The plain softtail inhabits tropical evergreen and river-edge forest, primarily várzea and the transition zone between it and dryer landscapes. It does occur in drier deciduous forest. It tends to favor forest edges and areas with dense vine tangles. In elevation it ranges between 50 and 500 m.

==Behavior==
===Movement===

The plain softtail is a year-round resident throughout its range.

===Feeding===

The plain softtail feeds on arthropods. It usually forages in pairs or small groups, often as part of a mixed-species feeding flock. It forages at all levels from the forest's understorey to its subcanopy. It gleans its prey from dead leaves, debris, and small branches while acrobatically moving along branches and especially amid vines.

===Breeding===

The plain softtail's nest is a globe of twigs and soft plant material with two entrance tubes low on the side, placed in a branch fork in the canopy.
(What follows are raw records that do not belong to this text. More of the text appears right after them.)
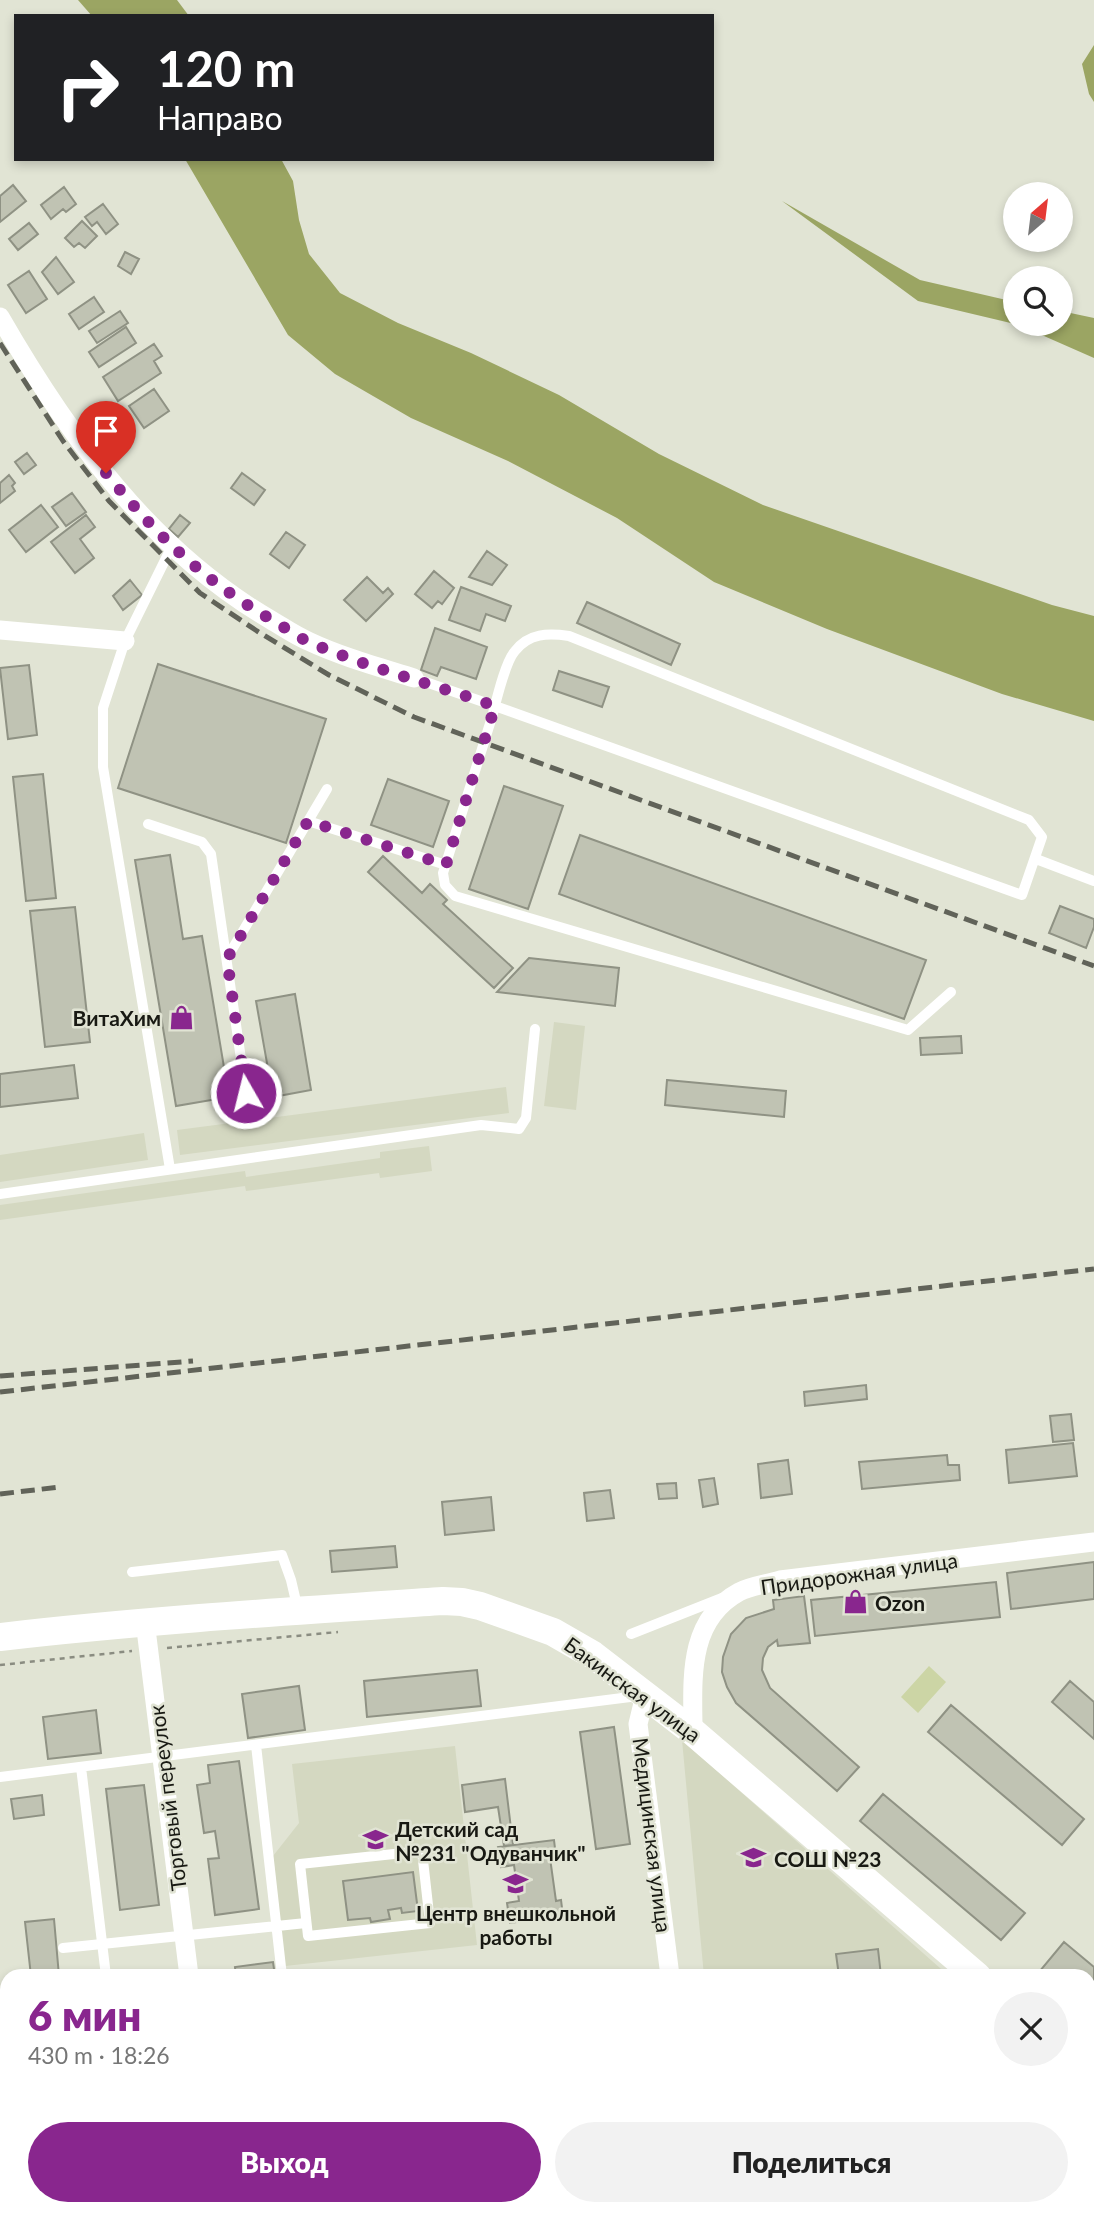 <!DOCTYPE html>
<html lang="ru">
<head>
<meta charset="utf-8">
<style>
  :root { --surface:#fff; --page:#f2f2f2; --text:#222; --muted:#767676; --accent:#89268e }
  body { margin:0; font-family:Lato,sans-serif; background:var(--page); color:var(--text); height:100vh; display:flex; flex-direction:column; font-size:26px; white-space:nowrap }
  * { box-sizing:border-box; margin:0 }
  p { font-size:23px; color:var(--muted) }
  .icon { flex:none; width:38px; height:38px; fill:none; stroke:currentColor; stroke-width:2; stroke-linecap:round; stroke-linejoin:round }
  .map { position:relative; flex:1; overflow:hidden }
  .sheet { position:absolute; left:0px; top:1969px; width:1096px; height:247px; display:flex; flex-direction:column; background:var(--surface); border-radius:21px 21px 0 0; box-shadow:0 4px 10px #0003 }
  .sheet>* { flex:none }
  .hud { position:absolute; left:14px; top:14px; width:700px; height:147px; border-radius:0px; box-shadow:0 4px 10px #0003; background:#202124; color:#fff; overflow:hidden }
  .needle { width:46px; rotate:28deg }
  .tools { position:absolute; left:1003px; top:182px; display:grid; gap:14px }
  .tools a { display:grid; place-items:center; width:70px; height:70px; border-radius:50%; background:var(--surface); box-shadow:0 4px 10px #0003; font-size:35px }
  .pin { position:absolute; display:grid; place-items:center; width:60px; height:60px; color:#fff; margin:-72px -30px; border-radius:50% 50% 50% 0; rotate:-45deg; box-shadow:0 0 7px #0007 }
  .pin .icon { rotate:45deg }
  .me { position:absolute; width:77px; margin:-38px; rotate:352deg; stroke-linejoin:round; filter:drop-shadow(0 0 5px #0008) }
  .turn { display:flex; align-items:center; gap:24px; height:147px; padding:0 28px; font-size:32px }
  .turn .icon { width:91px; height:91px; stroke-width:2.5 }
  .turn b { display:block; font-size:49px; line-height:60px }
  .round { display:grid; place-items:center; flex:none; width:74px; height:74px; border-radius:37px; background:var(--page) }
  .headline { display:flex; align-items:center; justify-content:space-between; height:119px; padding:0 28px }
  h1 { font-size:42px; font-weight:800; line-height:52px; color:var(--accent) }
  .button { display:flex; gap:14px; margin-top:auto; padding:14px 28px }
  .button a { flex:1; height:80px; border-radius:42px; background:var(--accent); color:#fff; font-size:28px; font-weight:800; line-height:80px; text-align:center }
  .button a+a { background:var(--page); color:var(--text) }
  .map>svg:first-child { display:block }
</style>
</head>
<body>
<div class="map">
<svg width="1094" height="2215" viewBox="0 0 1094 2215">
  <rect width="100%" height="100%" fill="#e1e4d4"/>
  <path fill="#d4d8c1" d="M554 1022 585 1026 576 1110 544 1106Z
    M506 1087 509 1113 180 1155 177 1130Z
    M144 1133 148 1160 0 1182V1155Z
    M429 1146 432 1171 380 1178 379 1173 246 1191 245 1186 0 1220V1205L245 1171 246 1177 380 1158V1152Z
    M682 1740 949 1976H704Z
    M455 1746 477 1945 285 1966 273 1856 299 1823 292 1764Z
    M1089 2093 1094 2098V2215H722V2209L1088 2208Z"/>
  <path fill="#ccd5a5" d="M929 1666 946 1682 918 1713 901 1697Z
    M286 2209 287 2215H139V2209Z"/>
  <path fill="#9ba563" d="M78 0H177L189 16H92Z
    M1094 45V102L1089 94 1082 64Z
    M185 159H281L293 181 299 220 309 254 340 293 398 323 471 353 559 395 659 454 763 505 1052 605 1094 616V721L1002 694 827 629 714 582 617 518 508 461 411 418 335 374 288 335Z
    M782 201 920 280 1015 302V324H1060L1061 311 1094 318V358L1019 325 918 301Z"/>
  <path fill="#c0c3b3" stroke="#8f9284" stroke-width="2" d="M13 185 26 201 0 222V196Z
    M64 187 76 204 66 212 63 209 51 219 41 205Z
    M103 204 118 224 106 234 97 222 92 226 85 217Z
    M82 221 97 236 85 248 79 243 74 247 65 238Z
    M29 223 38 234 18 250 9 239Z
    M125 252 139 259 131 274 118 266Z
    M56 257 74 282 58 294 42 272Z
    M29 271 47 299 26 313 8 285Z
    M94 297 104 312 79 329 69 314Z
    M120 311 128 323 97 343 89 331Z
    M126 327 136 343 99 367 89 352Z
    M154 344 162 356 154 361 161 373 118 401 103 377Z
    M154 389 169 411 144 428 129 406Z
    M27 453 36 465 24 474 15 462Z
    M242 473 265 490 254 505 231 488Z
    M9 475 15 483 12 486 15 491 0 503V483Z
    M72 493 86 512 66 526 52 507Z
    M41 505 58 527 26 552 9 530Z
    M86 515 95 527 80 539 94 558 75 573 51 542Z
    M180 515 190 523 178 537 169 529Z
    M286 532 305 545 289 568 270 554Z
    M487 551 507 565 492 585 469 577Z
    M434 571 454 588 442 604 438 601 432 608 415 594Z
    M367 577 383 593 388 588 393 594 366 621 344 600Z
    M130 580 142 595 123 610 113 596Z
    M461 587 511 606 505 621 486 614 480 631 449 620Z
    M587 602 680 644 671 665 577 623Z
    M435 628 487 647 476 679 441 667 437 676 421 670Z
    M158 664 326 719 286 843 118 788Z
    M29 665 37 735 8 739 0 668Z
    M559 671 609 687 602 707 553 690Z
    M43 774 56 898 26 901 13 777Z
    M388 779 449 801 433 847 371 825Z
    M504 786 563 806 528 909 469 889Z
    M580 835 926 960 904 1019 559 894Z
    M170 855 183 939 202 936 229 1097 176 1106 135 860Z
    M383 856 422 893 430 884 447 900 443 904 513 968 494 988 368 872Z
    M1060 906 1094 919V927L1086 948 1049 933Z
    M75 907 90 1042 45 1047 30 911Z
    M529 958 619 968 615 1006 497 992Z
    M295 994 311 1090 273 1097 256 1001Z
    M961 1036 962 1053 921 1055 920 1038Z
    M74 1065 78 1098 0 1107V1074Z
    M667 1080 786 1091 784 1117 665 1105Z
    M866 1385 867 1399 805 1406 804 1392Z
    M1071 1414 1074 1440 1053 1442 1050 1416Z
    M1073 1443 1077 1476 1009 1483 1006 1450Z
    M947 1455 948 1465H959L960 1480 862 1489 859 1462Z
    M788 1460 792 1494 761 1498 758 1464Z
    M714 1478 718 1504 703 1507 699 1480Z
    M676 1483 677 1498 659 1499 657 1484Z
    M610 1490 614 1518 587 1521 584 1493Z
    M491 1497 494 1530 445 1535 442 1502Z
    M395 1546 397 1567 332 1572 330 1551Z
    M1094 1562V1599L1011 1609 1007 1573Z
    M996 1582 1000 1617 815 1636 811 1600Z
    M804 1596 810 1643 778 1646 777 1640 768 1647 763 1658 762 1670 770 1688 859 1767 837 1791 736 1703 727 1687 722 1672 723 1657 731 1634 746 1618 774 1609 773 1600Z
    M477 1670 481 1706 367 1717 364 1681Z
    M1070 1681 1094 1702V1739L1052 1702Z
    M299 1686 305 1730 248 1738 242 1694Z
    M951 1705 1084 1819 1062 1845 928 1732Z
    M96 1710 101 1753 48 1759 43 1717Z
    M614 1727 630 1844 596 1849 580 1732Z
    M239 1761 259 1909 215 1915 208 1859 219 1858 215 1831 204 1833 197 1785 210 1783 208 1765Z
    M505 1779 513 1845 504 1846 498 1807 465 1812 462 1785Z
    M144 1785 159 1905 120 1910 106 1789Z
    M883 1794 1025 1913 1001 1940 860 1821Z
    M42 1795 44 1815 14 1819 11 1799Z
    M554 1840 556 1857 550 1858 556 1901 561 1900 563 1916 510 1923 507 1903 519 1901 514 1865 501 1867 498 1847Z
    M413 1872 418 1911 402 1913 401 1908 388 1910 390 1919 371 1922 370 1918 348 1920 343 1881Z
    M54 1919 59 1976H31L25 1922Z
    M1064 1942 1094 1967V1980L1088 1986V1976H1044L1039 1972Z
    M878 1949 881 1976H839L836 1954Z
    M273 1962 275 1976H236L235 1967Z
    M7 2058V2100H0V2059Z
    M0 2149H2L7 2190H0Z
    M385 2208 386 2215H347L346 2209Z
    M445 2208H538L539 2215H445Z
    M574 2208H656L590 2215H574Z
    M779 2208H833L834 2215H780Z
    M886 2208H936V2215H865L887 2212Z
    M1020 2208H1082L1089 2215H1028Z"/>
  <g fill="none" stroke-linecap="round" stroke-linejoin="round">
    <path stroke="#8a8c81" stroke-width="2.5" stroke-dasharray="5 5" stroke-linecap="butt" d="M167 1648 338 1632
      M0 1665 132 1651"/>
    <path stroke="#fff" stroke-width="10" d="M414 678 495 706 1022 895 1042 837 1029 820 569 636C548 633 529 633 515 651 505 662 496 702 492 717 476 769 459 821 443 873L445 885 455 896 908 1030 951 992
      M308 821 446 865
      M148 824 202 842 211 854 246 1093
      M1036 859 1094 881
      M227 958 327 789
      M170 1169 103 767V708L125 641 171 548
      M0 1194 481 1125 519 1129 526 1118 535 1029
      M132 1572 282 1555 291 1580 298 1610
      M631 1634 722 1598
      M256 1745 282 1976
      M81 1767 106 1976
      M0 1777 638 1696
      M422 1851 430 1923 308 1936 300 1864Z
      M63 1948 306 1923
      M0 2126 7 2125
      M1088 2149 1094 2153
      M984 2215 991 2208"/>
    <path stroke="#fff" stroke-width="19" d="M0 317C69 437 151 550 271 620 283 627 296 636 308 641 342 657 379 667 414 678
      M0 630 125 641
      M145 1621 189 1976
      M645 1695 638 1724 670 1976
      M693 1732C693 1682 686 1621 739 1592 750 1586 767 1584 780 1580L1094 1542
      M127 2208 128 2215
      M301 2208V2215
      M698 2208 699 2215"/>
    <path stroke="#fff" stroke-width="28" d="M0 1637C147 1620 295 1611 443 1601L462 1602 480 1606 553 1632 593 1655 693 1732 977 1976
      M1088 2073 1094 2077
      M0 2207 7 2206"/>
    <path stroke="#616359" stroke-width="5" stroke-dasharray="14 7" stroke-linecap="butt" d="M0 343 63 441 109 501 200 593 257 631 329 675 414 717 1094 966
      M0 1376 193 1361
      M0 1392 1094 1269
      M0 1494 60 1487"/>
  </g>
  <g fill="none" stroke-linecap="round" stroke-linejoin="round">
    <path stroke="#89268e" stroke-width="12" stroke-dasharray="0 21.6" d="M106 473C156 535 203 580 272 620 284 627 296 636 309 642 368 668 433 684 495 706L446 865 308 821 227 959 246 1093"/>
  </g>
  <defs>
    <symbol id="shop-bare" viewBox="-9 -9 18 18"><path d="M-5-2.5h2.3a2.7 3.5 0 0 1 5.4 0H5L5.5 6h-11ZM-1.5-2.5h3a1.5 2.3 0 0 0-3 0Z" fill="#89268e" stroke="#e1e4d4" stroke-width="2.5" paint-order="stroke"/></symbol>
    <symbol id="school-bare" viewBox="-9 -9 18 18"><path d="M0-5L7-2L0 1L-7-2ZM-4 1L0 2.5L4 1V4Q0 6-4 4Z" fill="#89268e" stroke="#e1e4d4" stroke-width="2.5" paint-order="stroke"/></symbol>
  </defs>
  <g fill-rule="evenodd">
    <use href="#shop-bare" x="164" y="1000" width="35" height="35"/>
    <use href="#shop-bare" x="838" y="1584" width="35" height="35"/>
    <use href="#school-bare" x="358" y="1822" width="35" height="35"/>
    <use href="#school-bare" x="736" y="1840" width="35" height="35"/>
    <use href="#school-bare" x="498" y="1866" width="35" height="35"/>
  </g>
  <g text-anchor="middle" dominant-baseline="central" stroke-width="5" stroke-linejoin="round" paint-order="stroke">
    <g font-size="21" font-weight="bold" fill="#181913" stroke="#e1e4d4" text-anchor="start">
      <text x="161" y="1017" text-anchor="end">ВитаХим</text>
      <text x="875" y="1602">Ozon</text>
      <text x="395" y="1828">Детский сад<tspan x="395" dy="24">№231 "Одуванчик"</tspan></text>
      <text x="774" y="1858">СОШ №23</text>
      <text x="516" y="1912" text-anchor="middle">Центр внешкольной<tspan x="516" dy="24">работы</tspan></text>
    </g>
    <g font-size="21" fill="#181913" stroke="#e1e4d4">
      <text transform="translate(859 1573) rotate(-8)">Придорожная улица</text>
      <text transform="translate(633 1689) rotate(36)">Бакинская улица</text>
      <text transform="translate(167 1798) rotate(-97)">Торговый переулок</text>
      <text transform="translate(653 1835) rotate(83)">Медицинская улица</text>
    </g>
  </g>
</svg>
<div class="tools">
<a><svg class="needle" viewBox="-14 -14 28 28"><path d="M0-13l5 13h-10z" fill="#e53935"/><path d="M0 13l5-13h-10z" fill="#767676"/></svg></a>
<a><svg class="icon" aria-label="search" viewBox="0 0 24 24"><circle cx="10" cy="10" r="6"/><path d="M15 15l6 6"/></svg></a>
</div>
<div class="pin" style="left:106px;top:473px;background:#d93025"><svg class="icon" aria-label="arrive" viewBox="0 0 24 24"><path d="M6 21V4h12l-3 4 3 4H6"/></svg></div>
<svg class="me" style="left:246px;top:1093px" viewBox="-20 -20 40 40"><circle r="17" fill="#89268e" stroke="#fff" stroke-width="3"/><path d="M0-11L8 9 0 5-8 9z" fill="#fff"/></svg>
<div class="hud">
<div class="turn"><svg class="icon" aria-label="right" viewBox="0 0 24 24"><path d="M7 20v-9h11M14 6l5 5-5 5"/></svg><div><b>120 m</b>Направо</div></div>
</div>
<section class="sheet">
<div class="headline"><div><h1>6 мин</h1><p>430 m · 18:26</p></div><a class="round"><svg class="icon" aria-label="close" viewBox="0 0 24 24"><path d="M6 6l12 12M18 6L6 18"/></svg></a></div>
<div class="button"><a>Выход</a><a>Поделиться</a></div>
</section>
</div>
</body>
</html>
Nothing else is known about the species' breeding biology.

===Vocalization===

The song of the plain softtail's nominate subspecies "begins with widely spaced, dry ticking notes, accelerating and rising to extremely high notes, then descends into bursts of sputtering tick notes". That of T. f. dimorpha is "a sharp, loud, and descending churring". That of T. f. obidensis is a "very rhythmic chattering with rattles in tune". All three subspecies typically sing in duet.

==Status==

The IUCN has assessed the plain softtail as being of Least Concern. It has a large though disjunct range and an unknown population size; the latter is believed to be stable. No immediate threats have been identified. It is considered rare and local.